## Task goal
Please repeat, exactly and without pictures, the lines of the entries below that run from the one containing "Build a routing graph from this map" through the one containing "Build a routing graph from this street".

(Beginning of Source data)

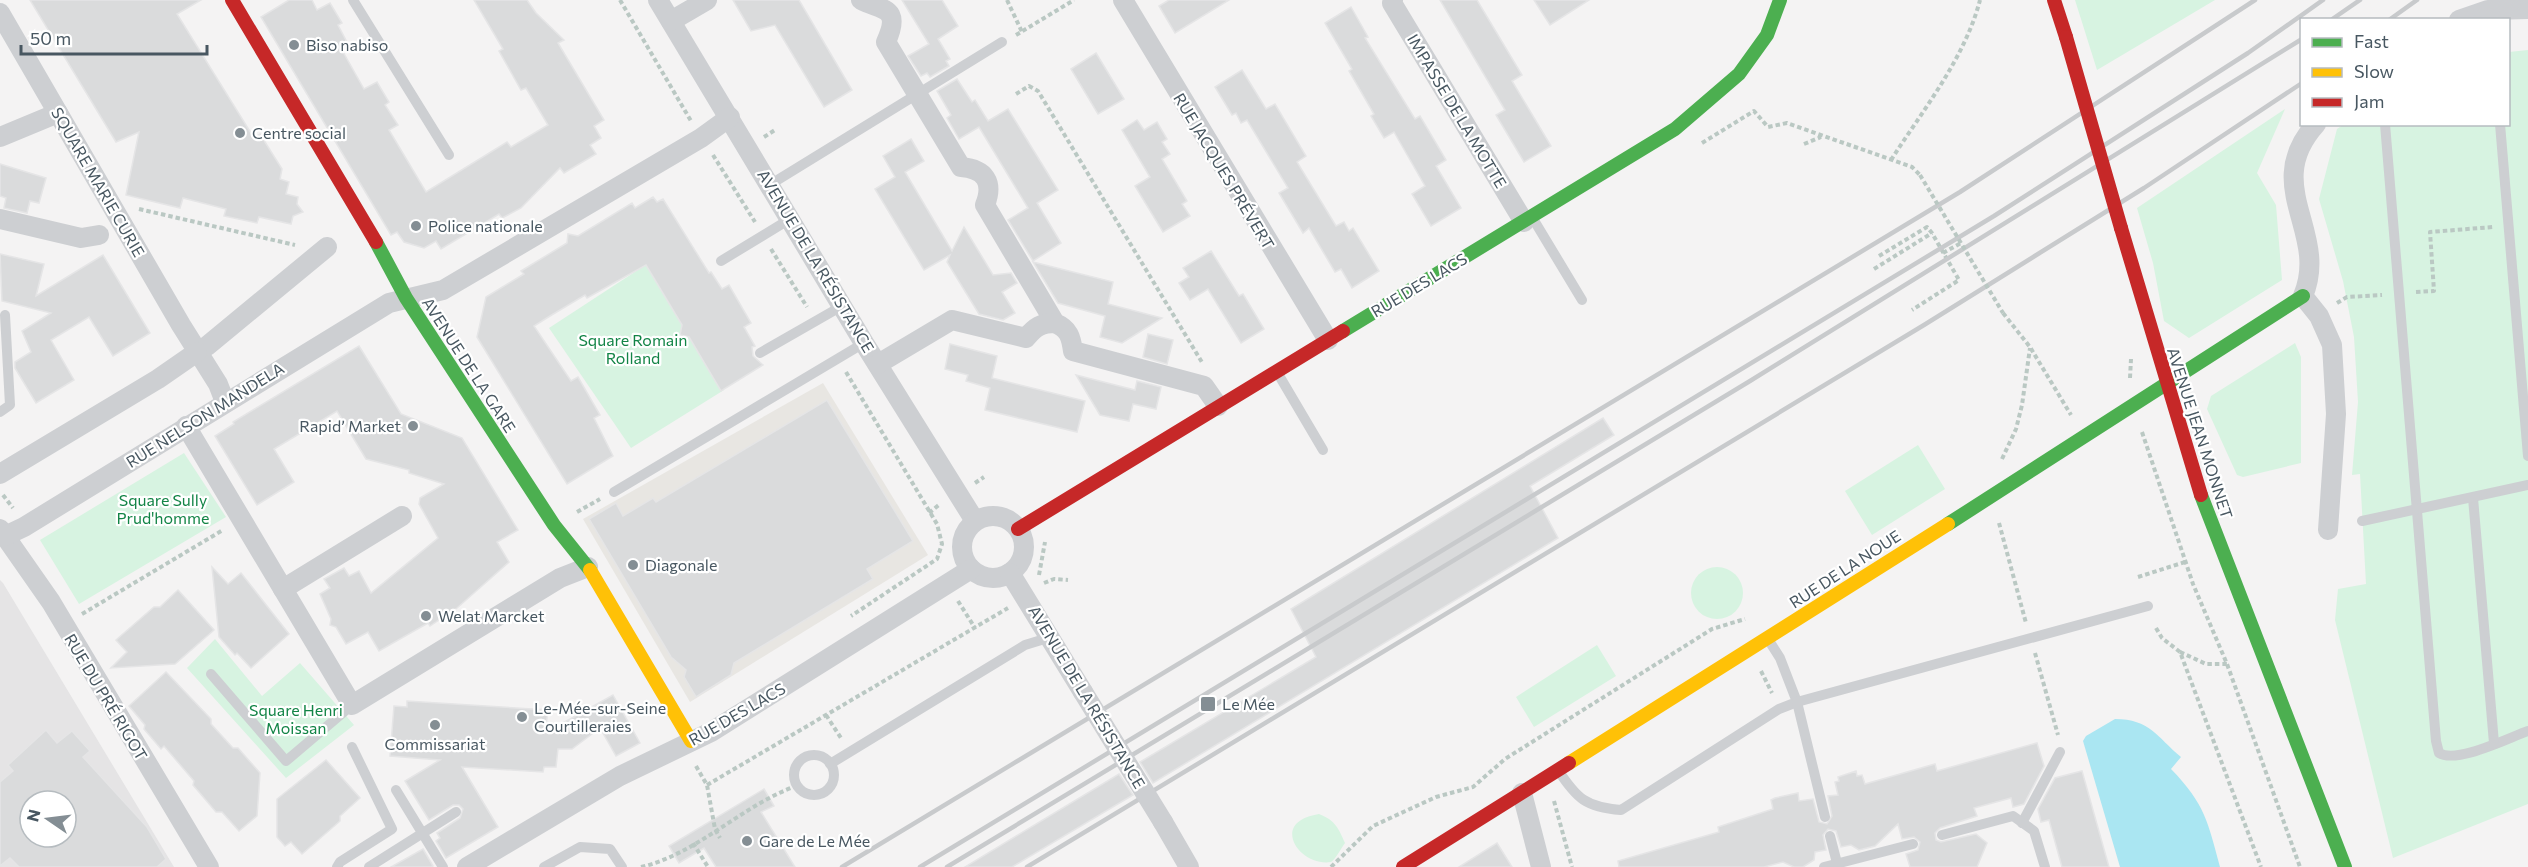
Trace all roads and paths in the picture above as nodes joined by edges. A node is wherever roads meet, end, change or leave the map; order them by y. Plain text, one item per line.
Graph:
1 (232, 0) edge
2 (353, 0) edge
3 (658, 0) edge
4 (707, 0) edge
5 (861, 0) edge
6 (1007, 0) edge
7 (1074, 0) edge
8 (1123, 0) edge
9 (1393, 0) edge
10 (1780, 0) edge
11 (1980, 0) edge
12 (2054, 0) edge
13 (2528, 9) edge
14 (0, 13) edge
15 (2489, 15) edge
16 (2471, 18) edge
17 (670, 21) junction
18 (1022, 32) junction
19 (1001, 43) joint
20 (917, 93) junction
21 (1016, 94) dead end
22 (58, 113) junction
23 (730, 117) junction
24 (2314, 126) edge
25 (2385, 126) edge
26 (2500, 126) edge
27 (1768, 127) dead end
28 (0, 137) edge
29 (1822, 137) junction
30 (1804, 144) dead end
31 (449, 155) dead end
32 (1892, 160) junction
33 (771, 184) junction
34 (0, 219) edge
35 (790, 219) junction
36 (1528, 219) junction
37 (121, 221) junction
38 (2508, 226) junction
39 (1932, 233) junction
40 (99, 235) dead end
41 (1961, 243) junction
42 (327, 246) joint
43 (1943, 253) junction
44 (1879, 256) dead end
45 (721, 261) dead end
46 (1874, 268) dead end
47 (2398, 294) junction
48 (2303, 296) junction
49 (2347, 297) dead end
50 (406, 298) junction
51 (1582, 300) dead end
52 (842, 306) junction
53 (1912, 310) dead end
54 (5, 315) dead end
55 (1056, 323) junction
56 (1328, 340) junction
57 (864, 343) junction
58 (2030, 347) junction
59 (202, 349) junction
60 (760, 353) dead end
61 (2131, 355) dead end
62 (878, 364) junction
63 (1206, 370) dead end
64 (1277, 371) junction
65 (2130, 383) dead end
66 (2166, 386) junction
67 (225, 402) junction
68 (1218, 406) junction
69 (0, 412) edge
70 (2062, 422) dead end
71 (186, 426) junction
72 (1323, 450) dead end
73 (2148, 450) dead end
74 (2012, 453) dead end
75 (2528, 456) edge
76 (2002, 459) junction
77 (1992, 466) dead end
78 (0, 474) edge
79 (2528, 485) edge
80 (614, 492) dead end
81 (2473, 498) junction
82 (2415, 510) junction
83 (402, 516) dead end
84 (241, 519) junction
85 (975, 521) junction
86 (2362, 521) dead end
87 (1018, 529) junction
88 (2328, 530) dead end
89 (2, 533) edge
90 (2185, 562) junction
91 (588, 567) junction
92 (971, 569) junction
93 (1010, 573) junction
94 (2138, 578) dead end
95 (1068, 580) dead end
96 (1044, 583) dead end
97 (283, 589) junction
98 (2148, 606) dead end
99 (1754, 614) dead end
100 (63, 626) junction
101 (975, 628) dead end
102 (2156, 628) dead end
103 (1051, 638) junction
104 (1768, 638) junction
105 (2180, 652) junction
106 (2227, 664) junction
107 (211, 674) dead end
108 (1797, 702) junction
109 (352, 705) junction
110 (826, 715) junction
111 (2528, 731) edge
112 (691, 741) junction
113 (2494, 743) junction
114 (352, 747) dead end
115 (849, 751) junction
116 (2060, 752) dead end
117 (830, 764) junction
118 (1558, 770) junction
119 (796, 786) junction
120 (396, 790) dead end
121 (1522, 793) junction
122 (1554, 801) dead end
123 (456, 812) dead end
124 (1825, 817) dead end
125 (2022, 823) junction
126 (715, 829) junction
127 (423, 834) junction
128 (1830, 836) dead end
129 (1942, 836) dead end
130 (720, 838) dead end
131 (693, 843) junction
132 (1913, 844) dead end
133 (1837, 863) junction
134 (209, 867) edge
135 (337, 867) edge
136 (369, 867) edge
137 (443, 867) edge
138 (467, 867) edge
139 (544, 867) edge
140 (622, 867) edge
141 (641, 867) edge
142 (708, 867) edge
143 (1189, 867) edge
144 (1331, 867) edge
145 (1403, 867) edge
146 (1541, 867) edge
147 (1572, 867) edge
148 (1824, 867) edge
149 (2045, 867) edge
150 (2262, 867) edge
151 (2300, 867) edge
152 (2345, 867) edge

1 - 50 street, AVENUE DE LA GARE
2 - 31 lane
3 - 17 street, AVENUE DE LA RÉSISTANCE
4 - 17 street
5 - 20 street
6 - 18 path
7 - 18 path
8 - 56 street, RUE JACQUES PRÉVERT
9 - 36 street, IMPASSE DE LA MOTTE
10 - 36 street, RUE DES LACS
11 - 32 path
12 - 66 street, AVENUE JEAN MONNET, bridge
13 - 15 street
14 - 22 street, SQUARE MARIE CURIE
15 - 16 street
17 - 23 street, AVENUE DE LA RÉSISTANCE
18 - 19 path
19 - 20 lane
20 - 33 lane
20 - 55 street
21 - 63 path
22 - 28 street
22 - 37 street, SQUARE MARIE CURIE
23 - 33 street, AVENUE DE LA RÉSISTANCE
23 - 50 street, RUE NELSON MANDELA
24 - 48 street
25 - 47 lane
26 - 38 lane
27 - 29 path
29 - 30 path
29 - 32 path
32 - 41 path, bridge
33 - 35 street, AVENUE DE LA RÉSISTANCE
34 - 40 street
35 - 45 lane
35 - 52 street, AVENUE DE LA RÉSISTANCE
36 - 51 lane
36 - 56 street, RUE DES LACS
37 - 42 path
37 - 59 street, SQUARE MARIE CURIE
38 - 47 path
38 - 75 lane
39 - 43 path
39 - 44 path
39 - 46 path
41 - 43 path
41 - 58 path, bridge
42 - 59 street
43 - 53 path
47 - 49 path
47 - 82 lane
48 - 66 street, RUE DE LA NOUE
48 - 88 street
50 - 67 street, RUE NELSON MANDELA
50 - 91 street, AVENUE DE LA GARE
52 - 57 street, AVENUE DE LA RÉSISTANCE
52 - 60 lane
54 - 69 lane
55 - 62 street
55 - 68 street
56 - 64 street, RUE DES LACS
57 - 62 street, AVENUE DE LA RÉSISTANCE
57 - 80 lane
58 - 70 path
58 - 76 path
59 - 67 street, SQUARE MARIE CURIE
59 - 78 street
61 - 65 path
62 - 85 street, AVENUE DE LA RÉSISTANCE
64 - 68 street, RUE DES LACS
64 - 72 lane
66 - 104 street, RUE DE LA NOUE
66 - 152 street, AVENUE JEAN MONNET
67 - 71 street, RUE NELSON MANDELA
68 - 87 street, RUE DES LACS
71 - 84 street
71 - 89 street, RUE NELSON MANDELA
73 - 90 path
74 - 76 path
76 - 77 path
79 - 81 lane
81 - 82 lane
81 - 113 lane
82 - 86 lane
82 - 113 lane
83 - 97 street
84 - 97 street
84 - 100 path
85 - 87 street
85 - 92 street
87 - 93 street
89 - 100 street, RUE DU PRÉ RIGOT
90 - 94 path
90 - 106 path
91 - 109 street
91 - 112 street, AVENUE DE LA GARE
92 - 93 street
92 - 112 street, RUE DES LACS
93 - 103 street, AVENUE DE LA RÉSISTANCE
95 - 96 path
97 - 109 street
98 - 108 lane
99 - 144 path
100 - 134 street, RUE DU PRÉ RIGOT
101 - 110 path
102 - 105 path
103 - 115 lane
103 - 143 street, AVENUE DE LA RÉSISTANCE, bridge
104 - 108 lane
104 - 118 street, RUE DE LA NOUE
105 - 106 path
105 - 150 path
106 - 151 path
107 - 109 lane
108 - 118 lane
108 - 124 lane
110 - 115 path
110 - 126 path
111 - 113 lane
112 - 138 street, RUE DES LACS
114 - 135 lane
115 - 117 lane
116 - 125 lane
117 - 119 lane
117 - 119 lane
118 - 121 street, RUE DE LA NOUE
119 - 126 path
120 - 127 lane
121 - 145 street, RUE DE LA NOUE
121 - 146 street
122 - 147 path
123 - 127 lane
125 - 129 lane
125 - 149 lane
126 - 130 path
126 - 131 path
127 - 136 lane
127 - 137 lane
128 - 133 lane
131 - 141 path
131 - 142 path
132 - 133 lane
133 - 148 lane
139 - 140 lane

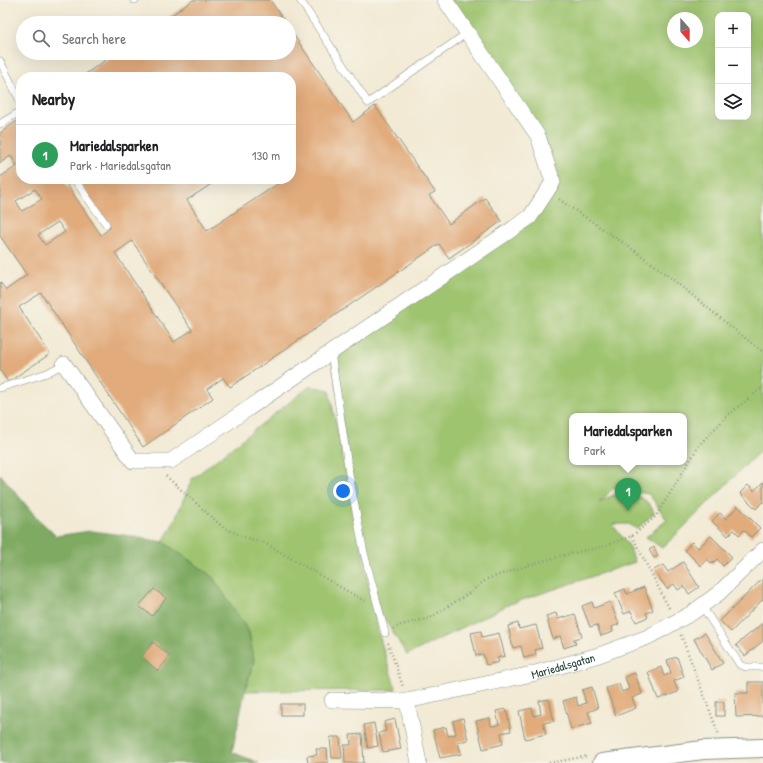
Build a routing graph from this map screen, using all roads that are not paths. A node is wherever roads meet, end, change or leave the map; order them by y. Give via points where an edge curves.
1 (300, 0) edge
2 (445, 0) edge
3 (467, 33) junction
4 (0, 61) edge
5 (16, 93) edge
6 (16, 113) edge
7 (0, 124) edge
8 (78, 184) edge
9 (106, 224) dead end
10 (331, 353) junction
11 (64, 364) joint
12 (0, 388) edge
13 (763, 550) edge
14 (702, 606) junction
15 (385, 633) road end
16 (763, 667) edge
17 (332, 700) dead end
18 (407, 701) junction
19 (763, 748) edge
20 (652, 760) edge
21 (419, 763) edge
22 (602, 763) edge

1 - 3 lane via 368,103
2 - 3 street
3 - 10 street via 538,136 553,182 530,217
4 - 5 lane
6 - 7 lane
8 - 9 lane
10 - 11 street via 171,461 133,461
10 - 15 lane via 362,546
11 - 12 lane via 47,373
13 - 14 street, Mariedalsgatan
14 - 16 lane via 740,665
14 - 18 street, Mariedalsgatan via 648,637 599,656 532,674
17 - 18 street, Mariedalsgatan
18 - 21 street
19 - 20 street via 703,750
20 - 22 street

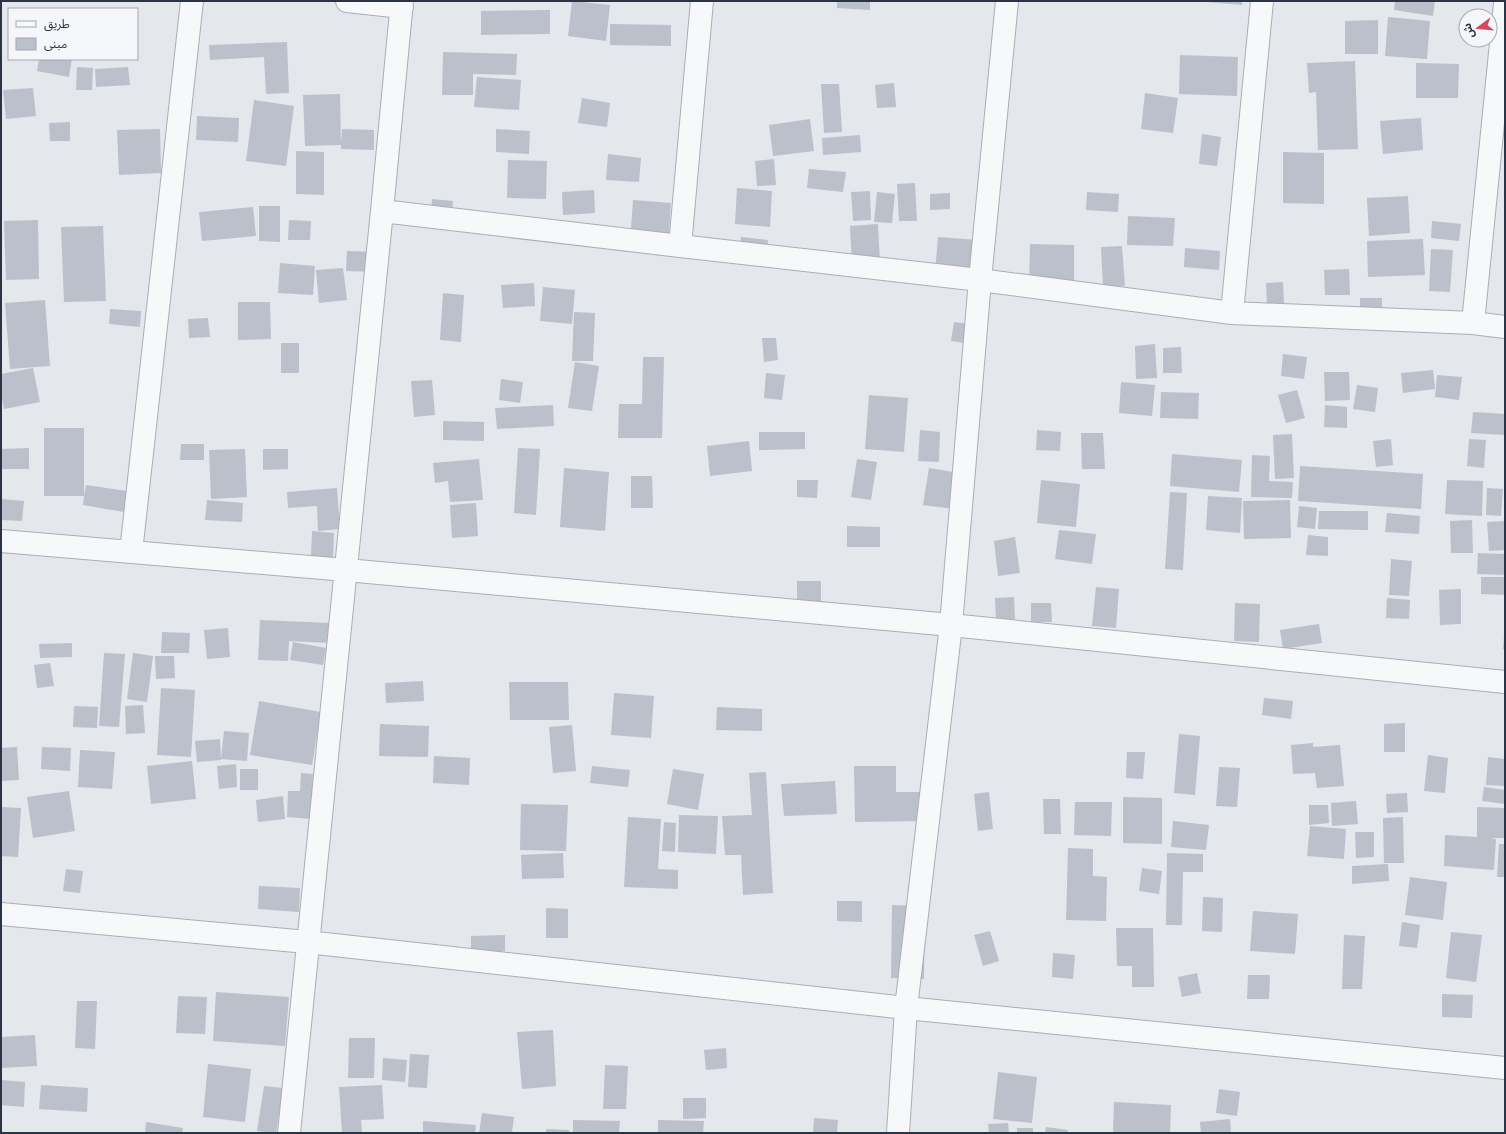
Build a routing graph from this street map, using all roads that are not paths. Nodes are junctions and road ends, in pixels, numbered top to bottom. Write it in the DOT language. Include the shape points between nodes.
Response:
graph roads {
  1 [pos="192,1"];
  2 [pos="347,1"];
  3 [pos="702,1"];
  4 [pos="1007,1"];
  5 [pos="1262,1"];
  6 [pos="1505,3"];
  7 [pos="402,4"];
  8 [pos="382,211"];
  9 [pos="680,246"];
  10 [pos="980,280"];
  11 [pos="1232,313"];
  12 [pos="1473,323"];
  13 [pos="1505,327"];
  14 [pos="1,541"];
  15 [pos="131,552"];
  16 [pos="346,570"];
  17 [pos="951,625"];
  18 [pos="1505,682"];
  19 [pos="1,914"];
  20 [pos="307,942"];
  21 [pos="906,1008"];
  22 [pos="1505,1068"];
  23 [pos="289,1133"];
  24 [pos="898,1133"];
  1 -- 15 [label="street"];
  2 -- 7 [label="street"];
  3 -- 9 [label="street"];
  4 -- 10 [label="street"];
  5 -- 11 [label="street"];
  6 -- 12 [label="street"];
  7 -- 8 [label="street"];
  8 -- 9 [label="street"];
  8 -- 16 [label="street"];
  9 -- 10 [label="street"];
  10 -- 11 [label="street"];
  10 -- 17 [label="street"];
  11 -- 12 [label="street"];
  12 -- 13 [label="street"];
  14 -- 15 [label="street"];
  15 -- 16 [label="street"];
  16 -- 17 [label="street"];
  16 -- 20 [label="street"];
  17 -- 18 [label="street"];
  17 -- 21 [label="street"];
  19 -- 20 [label="street"];
  20 -- 21 [label="street"];
  20 -- 23 [label="street"];
  21 -- 22 [label="street"];
  21 -- 24 [label="street"];
}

(End of Source data)

## Answer section
Build a routing graph from this map screen, using all roads that are not paths. A node is wherever roads meet, end, change or leave the map; order them by y. Give via points where an edge curves.
1 (300, 0) edge
2 (445, 0) edge
3 (467, 33) junction
4 (0, 61) edge
5 (16, 93) edge
6 (16, 113) edge
7 (0, 124) edge
8 (78, 184) edge
9 (106, 224) dead end
10 (331, 353) junction
11 (64, 364) joint
12 (0, 388) edge
13 (763, 550) edge
14 (702, 606) junction
15 (385, 633) road end
16 (763, 667) edge
17 (332, 700) dead end
18 (407, 701) junction
19 (763, 748) edge
20 (652, 760) edge
21 (419, 763) edge
22 (602, 763) edge

1 - 3 lane via 368,103
2 - 3 street
3 - 10 street via 538,136 553,182 530,217
4 - 5 lane
6 - 7 lane
8 - 9 lane
10 - 11 street via 171,461 133,461
10 - 15 lane via 362,546
11 - 12 lane via 47,373
13 - 14 street, Mariedalsgatan
14 - 16 lane via 740,665
14 - 18 street, Mariedalsgatan via 648,637 599,656 532,674
17 - 18 street, Mariedalsgatan
18 - 21 street
19 - 20 street via 703,750
20 - 22 street

Build a routing graph from this street map, using all roads that are not paths. Nodes are junctions and road ends, in pixels, numbered top to bottom. Write it in the DOT language. Include the shape points between nodes.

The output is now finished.